● DIRECTIONS FOR THIS TASK:
Across the listing, how many lines contain "Wilson"? The reply is the number alone.

● SOURCE RECORDS:
• • • •

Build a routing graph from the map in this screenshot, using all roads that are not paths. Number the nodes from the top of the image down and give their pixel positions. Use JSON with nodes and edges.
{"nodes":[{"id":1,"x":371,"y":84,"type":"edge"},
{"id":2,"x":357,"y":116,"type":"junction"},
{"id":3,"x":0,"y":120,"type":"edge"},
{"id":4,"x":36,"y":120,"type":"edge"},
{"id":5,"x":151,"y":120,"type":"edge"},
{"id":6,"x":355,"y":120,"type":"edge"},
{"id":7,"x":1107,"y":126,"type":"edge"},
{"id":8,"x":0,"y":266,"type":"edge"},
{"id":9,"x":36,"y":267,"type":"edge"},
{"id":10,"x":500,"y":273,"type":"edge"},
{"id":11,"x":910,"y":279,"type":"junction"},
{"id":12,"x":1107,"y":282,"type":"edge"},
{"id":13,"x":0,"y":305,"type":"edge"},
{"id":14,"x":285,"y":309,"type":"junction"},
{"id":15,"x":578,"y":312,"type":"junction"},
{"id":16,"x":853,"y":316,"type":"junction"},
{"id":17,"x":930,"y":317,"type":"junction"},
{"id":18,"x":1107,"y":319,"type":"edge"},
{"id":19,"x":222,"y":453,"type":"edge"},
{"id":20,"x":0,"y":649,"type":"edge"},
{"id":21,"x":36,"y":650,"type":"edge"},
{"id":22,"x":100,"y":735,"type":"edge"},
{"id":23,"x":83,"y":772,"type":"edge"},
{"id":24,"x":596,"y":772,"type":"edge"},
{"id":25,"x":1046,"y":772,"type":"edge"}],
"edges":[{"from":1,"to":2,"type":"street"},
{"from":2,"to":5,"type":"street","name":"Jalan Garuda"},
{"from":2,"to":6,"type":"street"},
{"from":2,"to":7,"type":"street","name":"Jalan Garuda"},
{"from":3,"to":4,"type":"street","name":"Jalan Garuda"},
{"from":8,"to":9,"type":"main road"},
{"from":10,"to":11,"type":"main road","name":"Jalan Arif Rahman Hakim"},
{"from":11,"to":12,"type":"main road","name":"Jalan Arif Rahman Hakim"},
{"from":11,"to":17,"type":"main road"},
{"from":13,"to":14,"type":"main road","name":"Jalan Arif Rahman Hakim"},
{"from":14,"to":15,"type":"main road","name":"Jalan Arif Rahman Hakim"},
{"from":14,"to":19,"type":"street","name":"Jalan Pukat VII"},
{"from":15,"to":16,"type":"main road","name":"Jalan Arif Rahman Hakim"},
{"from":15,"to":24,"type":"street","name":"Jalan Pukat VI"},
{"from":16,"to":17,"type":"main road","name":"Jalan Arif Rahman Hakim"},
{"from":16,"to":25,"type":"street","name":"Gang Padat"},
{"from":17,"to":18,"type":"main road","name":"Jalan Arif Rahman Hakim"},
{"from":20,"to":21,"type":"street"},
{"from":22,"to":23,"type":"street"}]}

• • • •

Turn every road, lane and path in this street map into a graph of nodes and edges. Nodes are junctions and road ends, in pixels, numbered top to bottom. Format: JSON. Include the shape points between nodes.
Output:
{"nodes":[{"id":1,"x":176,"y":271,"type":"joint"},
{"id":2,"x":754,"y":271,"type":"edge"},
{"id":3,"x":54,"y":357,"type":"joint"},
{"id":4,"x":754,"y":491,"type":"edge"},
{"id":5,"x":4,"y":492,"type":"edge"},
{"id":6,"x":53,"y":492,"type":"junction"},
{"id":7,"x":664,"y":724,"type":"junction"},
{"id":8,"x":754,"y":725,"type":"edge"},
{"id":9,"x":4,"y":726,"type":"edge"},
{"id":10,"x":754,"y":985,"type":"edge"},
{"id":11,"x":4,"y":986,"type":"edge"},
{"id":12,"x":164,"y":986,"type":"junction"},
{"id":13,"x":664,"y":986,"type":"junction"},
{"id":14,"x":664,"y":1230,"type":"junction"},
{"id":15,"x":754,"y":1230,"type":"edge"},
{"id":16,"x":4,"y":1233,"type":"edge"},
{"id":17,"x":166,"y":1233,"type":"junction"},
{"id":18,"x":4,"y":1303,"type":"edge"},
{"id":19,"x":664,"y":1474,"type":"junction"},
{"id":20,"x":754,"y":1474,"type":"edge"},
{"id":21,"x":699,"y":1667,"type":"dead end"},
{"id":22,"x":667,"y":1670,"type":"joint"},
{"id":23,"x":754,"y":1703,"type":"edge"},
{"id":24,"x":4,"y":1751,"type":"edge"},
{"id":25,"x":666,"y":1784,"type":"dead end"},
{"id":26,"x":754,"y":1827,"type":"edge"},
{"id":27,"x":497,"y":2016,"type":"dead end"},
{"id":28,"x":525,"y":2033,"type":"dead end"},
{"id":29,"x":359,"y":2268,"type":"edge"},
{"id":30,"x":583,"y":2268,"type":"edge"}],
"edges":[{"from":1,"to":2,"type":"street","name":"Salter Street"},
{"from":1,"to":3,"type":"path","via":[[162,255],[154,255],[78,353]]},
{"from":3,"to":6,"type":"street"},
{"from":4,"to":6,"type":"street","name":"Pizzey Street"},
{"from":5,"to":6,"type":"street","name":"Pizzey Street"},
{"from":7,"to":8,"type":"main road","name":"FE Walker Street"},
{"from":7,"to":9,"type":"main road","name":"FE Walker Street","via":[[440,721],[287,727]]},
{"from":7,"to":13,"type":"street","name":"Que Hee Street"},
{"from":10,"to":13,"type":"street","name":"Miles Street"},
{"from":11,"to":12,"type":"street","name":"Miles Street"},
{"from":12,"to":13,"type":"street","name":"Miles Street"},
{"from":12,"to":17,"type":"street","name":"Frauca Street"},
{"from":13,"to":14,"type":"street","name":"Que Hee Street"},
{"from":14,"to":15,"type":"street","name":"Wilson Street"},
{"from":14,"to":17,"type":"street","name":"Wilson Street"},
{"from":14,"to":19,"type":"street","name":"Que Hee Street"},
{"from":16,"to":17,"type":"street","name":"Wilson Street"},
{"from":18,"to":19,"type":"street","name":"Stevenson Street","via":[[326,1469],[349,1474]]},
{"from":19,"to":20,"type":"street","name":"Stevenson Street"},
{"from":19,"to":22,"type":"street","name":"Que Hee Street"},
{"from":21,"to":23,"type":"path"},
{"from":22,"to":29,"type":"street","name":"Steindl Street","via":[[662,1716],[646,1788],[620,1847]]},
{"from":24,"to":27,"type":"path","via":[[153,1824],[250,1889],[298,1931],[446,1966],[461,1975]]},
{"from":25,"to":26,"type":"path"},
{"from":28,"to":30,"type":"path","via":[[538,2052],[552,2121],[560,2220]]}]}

• • • •

● TASK SOLUTION:
3